High temperature brazing is often associated with brazing in a furnace with an oxide-reducing atmosphere. Fusion offers a full line of high temperature brazing alloys for various base metals and filler metals. Common filler metals include copper and nickel based alloys.
Of all brazing processes, the most variables are presented when performing high temperature brazing in atmosphere or vacuum. Among these variables are the type of base and filler metal used, type of atmosphere, dew point, temperature, and even furnace construction. Most furnace brazing pastes are supplied without flux, consisting only of atomized filler metal and a neutral binder.
Furnace brazing allows design and manufacturing engineers to join simple or complex designs of one joint or multi-joint assemblies. One of the most common forms of high temperature brazing is accomplished in a vacuum furnace and referred to as vacuum brazing. Parts to be joined are cleaned, paste brazing filler metal is applied to the surfaces to be joined, then placed into the furnace.
The entire assembly is brought to brazing temperature, after the furnace has been evacuated of air, to eliminate any oxidation or contamination occurring as the braze filler metal melts and flows into the joints.
Low temperature brazing alloys are classified as phos copper or silver bearing.
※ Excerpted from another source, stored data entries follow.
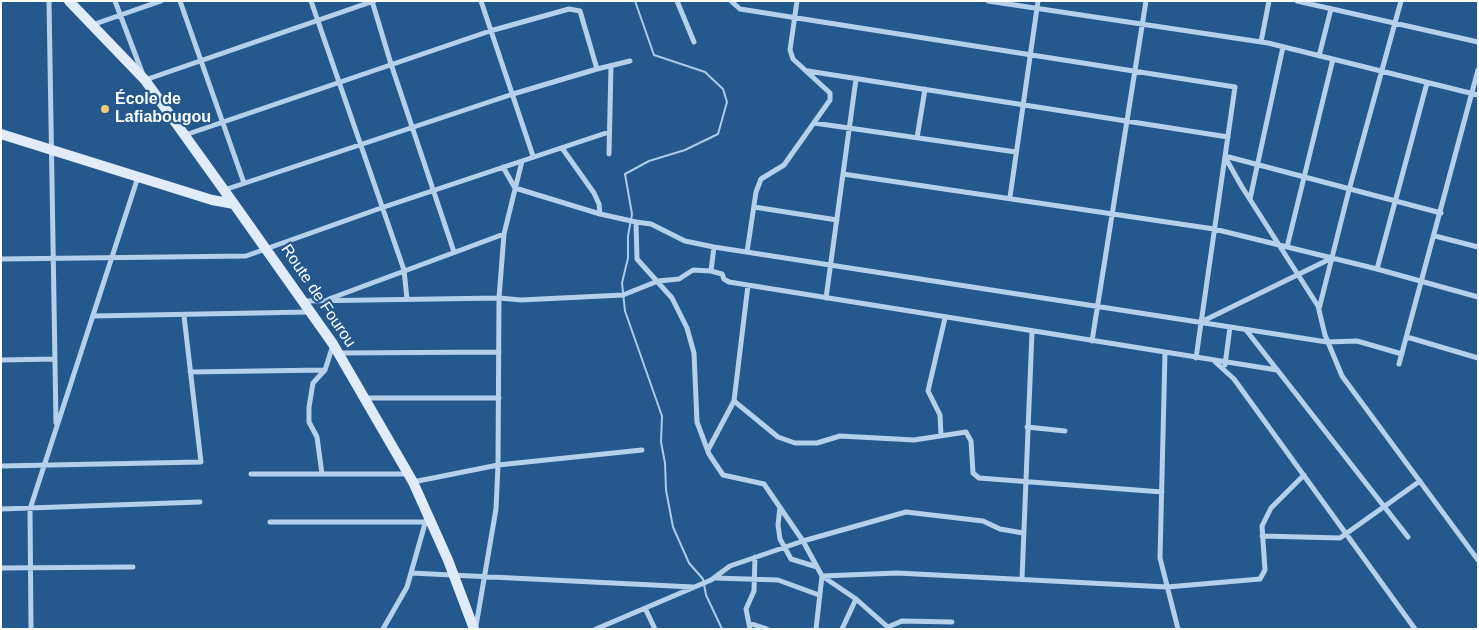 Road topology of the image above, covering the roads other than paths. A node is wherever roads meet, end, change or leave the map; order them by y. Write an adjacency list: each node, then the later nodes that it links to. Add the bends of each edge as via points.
1 (49, 1): 64 (street)
2 (69, 1): 25 (main road, Route de Fourou)
3 (115, 1): 21 (street)
4 (162, 1): 21 (street)
5 (180, 1): 34 (street)
6 (311, 1): 23 (street)
7 (373, 1): 23 (street); 37 (street)
8 (481, 1): 27 (street)
9 (677, 1): 28 (street)
10 (731, 1): 22 (street, via 740,9)
11 (797, 1): 22 (street)
12 (988, 1): 19 (street)
13 (1038, 1): 19 (street)
14 (1146, 1): 26 (street)
15 (1269, 1): 29 (street)
16 (1297, 1): 18 (street)
17 (1401, 1): 24 (street)
18 (1317, 3): 20 (street)
19 (1037, 9): 26 (street); 32 (street)
20 (1331, 9): 24 (street); 33 (street)
21 (120, 16): 25 (street); 45 (street)
22 (794, 18): 32 (street); 41 (street, via 790,50 793,59)
23 (317, 20): 34 (street); 46 (street)
24 (1394, 22): 30 (street); 43 (street)
25 (92, 25): 45 (main road, Route de Fourou)
26 (1142, 25): 29 (street); 42 (street)
27 (490, 31): 37 (street); 39 (street, via 576,8 580,11); 49 (street)
28 (694, 42)
29 (1261, 42): 31 (street)
30 (1478, 42)
31 (1283, 47): 33 (street); 70 (street)
32 (1030, 55): 42 (street); 51 (street)
33 (1319, 56): 35 (street)
34 (200, 60): 45 (street); 53 (street)
35 (1333, 60): 43 (street); 73 (street)
36 (630, 61): 38 (street)
37 (390, 64): 46 (street); 55 (street)
38 (611, 66): 39 (street); 57 (street)
39 (597, 69): 49 (street)
40 (1478, 70): 50 (street)
41 (808, 72): 44 (street); 54 (street, via 830,93 830,100)
42 (1135, 72): 52 (street); 60 (street, via 1236,86)
43 (1381, 72): 47 (street); 77 (street)
44 (856, 79): 48 (street); 56 (street)
45 (145, 80): 59 (main road, Route de Fourou)
46 (338, 83): 53 (street); 62 (street)
47 (1427, 83): 50 (street); 82 (street)
48 (924, 89): 51 (street); 61 (street)
49 (513, 94): 55 (street); 67 (street)
50 (1475, 95): 87 (street)
51 (1023, 104): 52 (street); 65 (street)
52 (1127, 121): 60 (street); 86 (street)
53 (222, 122): 59 (street); 75 (street)
54 (814, 123): 56 (street); 84 (street, via 784,164 761,179)
55 (412, 127): 62 (street); 79 (street)
56 (850, 128): 61 (street); 72 (street)
57 (609, 132): 63 (street); 66 (street)
58 (1, 134): 64 (main road)
59 (185, 135): 78 (main road, Route de Fourou)
60 (1228, 137): 68 (street)
61 (917, 138): 65 (street)
62 (359, 145): 75 (street); 85 (street)
63 (562, 148): 67 (street); 88 (street, via 600,204)
64 (52, 151): 74 (main road); 104 (street)
65 (1016, 152): 80 (street)
66 (609, 154)
67 (533, 156): 69 (street)
68 (1225, 156): 70 (street); 81 (street); 91 (street)
69 (522, 161): 71 (street); 76 (street)
70 (1257, 164): 73 (street); 81 (street)
71 (503, 167): 76 (street); 79 (street)
72 (843, 174): 80 (street); 89 (street)
73 (1304, 176): 77 (street); 96 (street)
74 (138, 177): 83 (main road); 101 (street)
75 (244, 183): 78 (street)
76 (515, 188): 88 (street); 92 (street)
77 (1350, 188): 82 (street); 102 (street)
78 (224, 190): 83 (main road, Route de Fourou)
79 (433, 190): 85 (street); 99 (street)
80 (1010, 197): 86 (street)
81 (1250, 200): 94 (street)
82 (1395, 200): 87 (street); 106 (street)
83 (234, 204): 98 (main road, Route de Fourou)
84 (754, 207): 89 (street); 100 (street)
85 (381, 208): 98 (street); 107 (street)
86 (1113, 212): 91 (street); 119 (street)
87 (1441, 212): 93 (street)
88 (600, 214): 90 (street)
89 (837, 220): 105 (street)
90 (636, 222): 95 (street, via 651,224 685,241); 110 (street, via 637,259)
91 (1214, 229): 94 (street); 125 (street)
92 (504, 234): 99 (street); 114 (street)
93 (1435, 236): 97 (street); 111 (street)
94 (1279, 245): 96 (street); 109 (street)
95 (714, 247): 100 (street); 108 (street)
96 (1287, 247): 102 (street)
97 (1478, 247)
98 (267, 248): 101 (street, via 246,256); 118 (main road, Route de Fourou)
99 (454, 252): 107 (street)
100 (747, 252): 105 (street)
101 (112, 258): 104 (street); 122 (street)
102 (1332, 258): 106 (street); 109 (street); 120 (street)
103 (1, 259): 104 (street)
104 (52, 259): 138 (street)
105 (831, 265): 115 (street); 119 (street)
106 (1377, 269): 111 (street)
107 (404, 270): 116 (street); 117 (street)
108 (711, 270): 110 (street, via 693,270 679,278); 112 (street, via 730,282)
109 (1298, 275): 120 (street); 125 (street)
110 (658, 280): 114 (street, via 623,295 521,300); 155 (street, via 672,298 687,328 694,353 698,422)
111 (1423, 280): 113 (street); 129 (street)
112 (748, 285): 115 (street); 149 (street)
113 (1478, 296)
114 (499, 298): 116 (street); 133 (street)
115 (826, 298): 124 (street)
116 (406, 299): 117 (street)
117 (326, 300): 118 (street)
118 (303, 301): 121 (main road, Route de Fourou)
119 (1098, 306): 125 (street); 130 (street)
120 (1319, 310): 131 (street)
121 (310, 312): 123 (street); 132 (main road, Route de Fourou)
122 (94, 316): 123 (street); 151 (street)
123 (184, 316): 146 (street)
124 (945, 318): 128 (street); 153 (street, via 928,391 940,414)
125 (1201, 322): 126 (street); 136 (street)
126 (1230, 327): 127 (street); 141 (street)
127 (1246, 329): 131 (street); 145 (street)
128 (1032, 332): 130 (street); 150 (street)
129 (1407, 337): 135 (street); 137 (street)
130 (1092, 342): 134 (street)
131 (1327, 342): 135 (street, via 1357,341); 163 (street, via 1342,376)
132 (336, 349): 133 (street); 143 (street); 147 (main road, Route de Fourou)
133 (499, 352): 148 (street)
134 (1165, 353): 136 (street); 165 (street)
135 (1402, 354): 142 (street)
136 (1196, 358): 140 (street)
137 (1478, 358)
138 (54, 359): 139 (street); 151 (street)
139 (1, 360)
140 (1213, 360): 141 (street); 144 (street)
141 (1226, 362): 144 (street); 145 (street)
142 (1400, 364)
143 (325, 370): 146 (street); 160 (street, via 312,383 309,407 309,422 317,437)
144 (1225, 370): 161 (street)
145 (1277, 370): 168 (street)
146 (190, 372): 156 (street, via 201,462)
147 (365, 398): 148 (street); 162 (main road, Route de Fourou)
148 (498, 398): 158 (street)
149 (734, 401): 153 (street, via 778,437 795,443 817,443 840,436 914,440); 155 (street)
150 (1028, 427): 152 (street); 164 (street)
151 (56, 428): 156 (street)
152 (1065, 431)
153 (941, 435): 164 (street, via 966,432 970,435 973,473 979,478)
154 (642, 450): 158 (street)
155 (708, 450): 167 (street, via 723,475 764,484)
156 (46, 465): 157 (street); 170 (street)
157 (1, 466)
158 (498, 466): 162 (street); 188 (street, via 496,509)
159 (251, 474): 160 (street)
160 (322, 474): 162 (street)
161 (1304, 475): 174 (street); 175 (street, via 1271,508 1262,526)
162 (411, 478): 171 (main road, Route de Fourou)
163 (1420, 480): 168 (street); 180 (street)
164 (1026, 482): 165 (street); 173 (street)
165 (1162, 492): 193 (street, via 1160,558)
166 (200, 502): 170 (street)
167 (780, 507): 177 (street); 178 (street, via 778,525)
168 (1384, 507): 174 (street); 176 (street)
169 (1, 509): 170 (street)
170 (30, 509): 184 (street)
171 (428, 519): 172 (street); 185 (street); 186 (main road, Route de Fourou)
172 (270, 522)
173 (1023, 533): 177 (street, via 1000,530 982,521 906,512); 191 (street)
174 (1346, 534): 175 (street, via 1340,538); 209 (street)
175 (1262, 536): 193 (street, via 1265,570 1260,579)
176 (1408, 537)
177 (803, 541): 178 (street); 182 (street)
178 (785, 547): 179 (street); 182 (street, via 791,559)
179 (755, 557): 189 (street, via 730,566); 190 (street)
180 (1478, 560)
181 (133, 567): 184 (street)
182 (817, 567): 187 (street)
183 (1, 568): 184 (street)
184 (31, 568): 200 (street)
185 (411, 573): 186 (street); 201 (street, via 407,587)
186 (454, 575): 188 (street); 202 (main road, Route de Fourou)
187 (822, 576): 191 (street, via 897,573); 194 (street); 195 (street)
188 (484, 577): 192 (street); 202 (street)
189 (714, 578): 190 (street); 192 (street)
190 (756, 579): 194 (street, via 778,580); 198 (street, via 746,609)
191 (1022, 579): 193 (street)
192 (697, 586): 196 (street)
193 (1167, 586): 208 (street)
194 (819, 595): 206 (street)
195 (856, 599): 199 (street); 207 (street)
196 (645, 608): 203 (street); 204 (street)
197 (952, 622): 199 (street, via 902,621)
198 (750, 626): 205 (street)
199 (889, 628)
200 (31, 629)
201 (383, 629)
202 (475, 629)
203 (596, 629)
204 (655, 629)
205 (767, 629)
206 (816, 629)
207 (842, 629)
208 (1178, 629)
209 (1415, 629)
Phos copper filler metals are commonly used on copper to copper and copper to brass applications. The most widely used low temperature brazing alloys are the silver bearing pastes, which may be used to braze most ferrous and non ferrous base metals – excluding aluminum, titanium, and magnesium. Also known as “silver solders” these filler metals are popular due to their free-flowing, ductile nature and relatively low melting range.